- WHAT THE EXERCISE ASKS:
With all images left out, restate the records below exactly as written.

(Bounding boxes with keypoints)
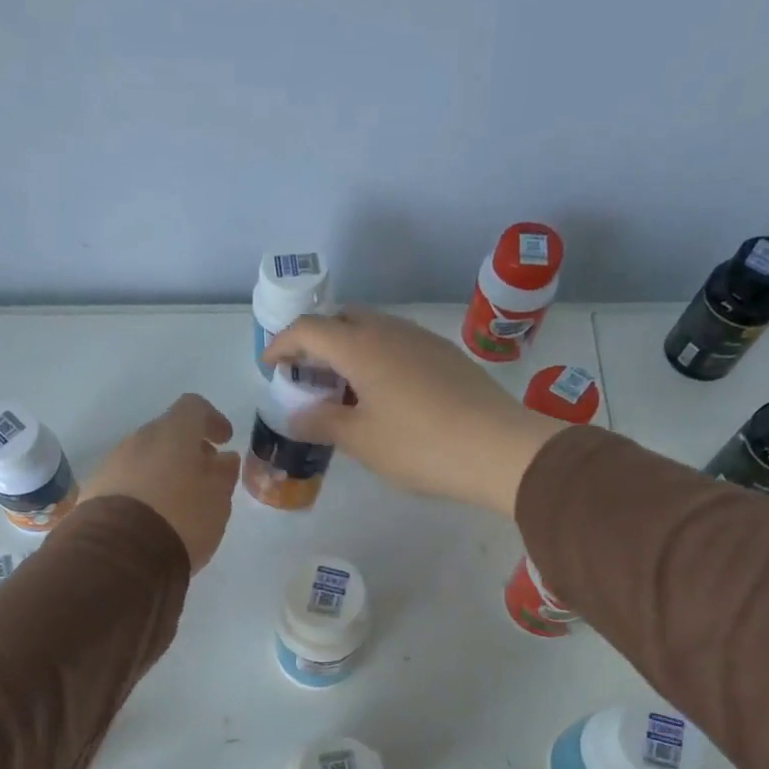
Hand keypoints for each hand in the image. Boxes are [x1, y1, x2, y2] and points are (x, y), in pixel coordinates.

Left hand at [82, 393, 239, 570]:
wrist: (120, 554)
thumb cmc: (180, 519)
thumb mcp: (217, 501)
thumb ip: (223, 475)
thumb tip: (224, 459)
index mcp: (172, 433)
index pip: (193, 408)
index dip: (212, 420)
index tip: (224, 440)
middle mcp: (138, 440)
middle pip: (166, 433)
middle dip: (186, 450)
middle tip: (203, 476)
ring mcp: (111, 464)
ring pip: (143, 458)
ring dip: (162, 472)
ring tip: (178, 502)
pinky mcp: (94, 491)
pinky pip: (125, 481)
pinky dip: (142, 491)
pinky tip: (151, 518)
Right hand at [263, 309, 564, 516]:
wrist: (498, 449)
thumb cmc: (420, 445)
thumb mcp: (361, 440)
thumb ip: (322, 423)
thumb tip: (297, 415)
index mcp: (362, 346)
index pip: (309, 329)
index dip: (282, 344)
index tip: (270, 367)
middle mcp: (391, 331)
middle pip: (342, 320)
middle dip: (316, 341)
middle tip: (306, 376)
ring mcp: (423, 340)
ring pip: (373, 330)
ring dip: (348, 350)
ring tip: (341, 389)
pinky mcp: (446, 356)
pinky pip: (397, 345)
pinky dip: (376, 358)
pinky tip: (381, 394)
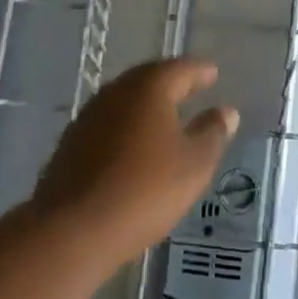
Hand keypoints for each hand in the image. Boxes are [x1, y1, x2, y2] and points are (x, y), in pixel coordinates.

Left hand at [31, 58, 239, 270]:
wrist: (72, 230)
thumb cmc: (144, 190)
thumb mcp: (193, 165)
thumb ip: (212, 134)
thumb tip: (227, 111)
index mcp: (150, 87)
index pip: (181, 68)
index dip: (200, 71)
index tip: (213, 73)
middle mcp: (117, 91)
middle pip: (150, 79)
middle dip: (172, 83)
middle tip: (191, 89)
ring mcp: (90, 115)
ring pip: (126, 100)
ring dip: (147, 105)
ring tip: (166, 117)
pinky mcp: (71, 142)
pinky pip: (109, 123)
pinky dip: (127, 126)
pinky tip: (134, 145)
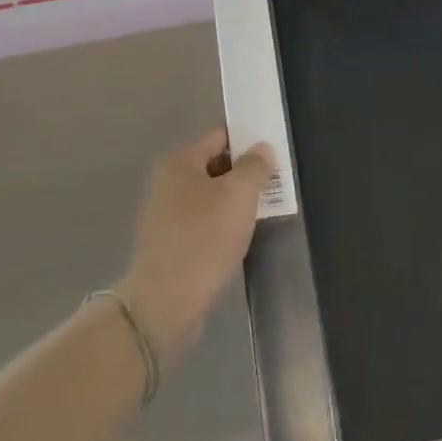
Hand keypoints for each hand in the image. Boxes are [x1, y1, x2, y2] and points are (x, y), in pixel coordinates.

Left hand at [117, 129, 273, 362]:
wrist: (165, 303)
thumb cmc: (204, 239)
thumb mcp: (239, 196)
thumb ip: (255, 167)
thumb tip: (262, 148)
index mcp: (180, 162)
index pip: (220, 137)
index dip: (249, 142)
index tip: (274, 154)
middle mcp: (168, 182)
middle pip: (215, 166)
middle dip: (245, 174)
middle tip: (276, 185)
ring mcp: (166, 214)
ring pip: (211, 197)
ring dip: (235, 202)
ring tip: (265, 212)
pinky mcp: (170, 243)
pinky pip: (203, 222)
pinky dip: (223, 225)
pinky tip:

- THE COMPLETED TASK:
Hand keypoints for each hand in the image. Boxes are [x1, y1, x2, y2] and points are (x, y), in pixel coordinates.

Left hand at [82, 393, 239, 570]:
wrist: (120, 554)
thumb cmc: (180, 519)
thumb mcp: (217, 501)
thumb ip: (223, 475)
thumb tip: (224, 459)
index mcp: (172, 433)
index pip: (193, 408)
index dip: (212, 420)
index tip: (224, 440)
middle mcp: (138, 440)
middle pip: (166, 433)
middle dip: (186, 450)
middle tip: (203, 476)
ring mcp: (111, 464)
ring pip: (143, 458)
ring dip: (162, 472)
ring tip: (178, 502)
pinky mcp: (94, 491)
pinky pip: (125, 481)
pinky dip: (142, 491)
pinky tip: (151, 518)
Right hand at [263, 309, 564, 516]:
wrist: (498, 449)
thumb cmc: (420, 445)
thumb mcp: (361, 440)
thumb ip: (322, 423)
thumb tip: (297, 415)
index mcp: (362, 346)
index pip: (309, 329)
index dip: (282, 344)
index tip: (270, 367)
middle mcp: (391, 331)
middle pip: (342, 320)
middle dip: (316, 341)
middle tip: (306, 376)
ring mcp: (423, 340)
ring pip: (373, 330)
ring dip: (348, 350)
ring tip: (341, 389)
pinky mcp: (446, 356)
pinky pip: (397, 345)
pinky dip: (376, 358)
pinky tip: (381, 394)
Hand keypoints for each hand in the image. Boxes are [x1, y1, x2, y2] and points are (x, y), in pixel coordinates.

Left hand at [31, 58, 239, 270]:
wrist: (72, 230)
thumb cmc: (144, 190)
thumb mcp: (193, 165)
thumb ip: (212, 134)
thumb tip: (227, 111)
index mcp: (150, 87)
index pip: (181, 68)
index dip: (200, 71)
index tip: (213, 73)
middle mcp: (117, 91)
middle pip: (150, 79)
middle dip: (172, 83)
middle tip: (191, 89)
ring mcp: (90, 115)
ring pip: (126, 100)
ring dip: (147, 105)
ring tip: (166, 117)
pinky mcp: (71, 142)
pinky pip: (109, 123)
pinky dip: (127, 126)
pinky tip: (134, 145)
Hand keypoints for each hand in the image. Boxes are [x1, y1, x2, y2] and points are (x, y), in pixel coordinates.

Left hand at [117, 129, 273, 362]:
wrist: (165, 303)
thumb cmc: (204, 239)
thumb mcp: (239, 196)
thumb ip: (255, 167)
thumb tip: (262, 148)
index mcp: (180, 162)
index pip: (220, 137)
index dip: (249, 142)
index tip: (274, 154)
middle mcp: (168, 182)
middle pip: (215, 166)
middle dip: (245, 174)
middle tip: (276, 185)
ring mcp: (166, 214)
ring pip: (211, 197)
ring dip: (235, 202)
ring tip: (265, 212)
pinky mcp: (170, 243)
pinky pip: (203, 222)
pinky dip: (223, 225)
pinky tip:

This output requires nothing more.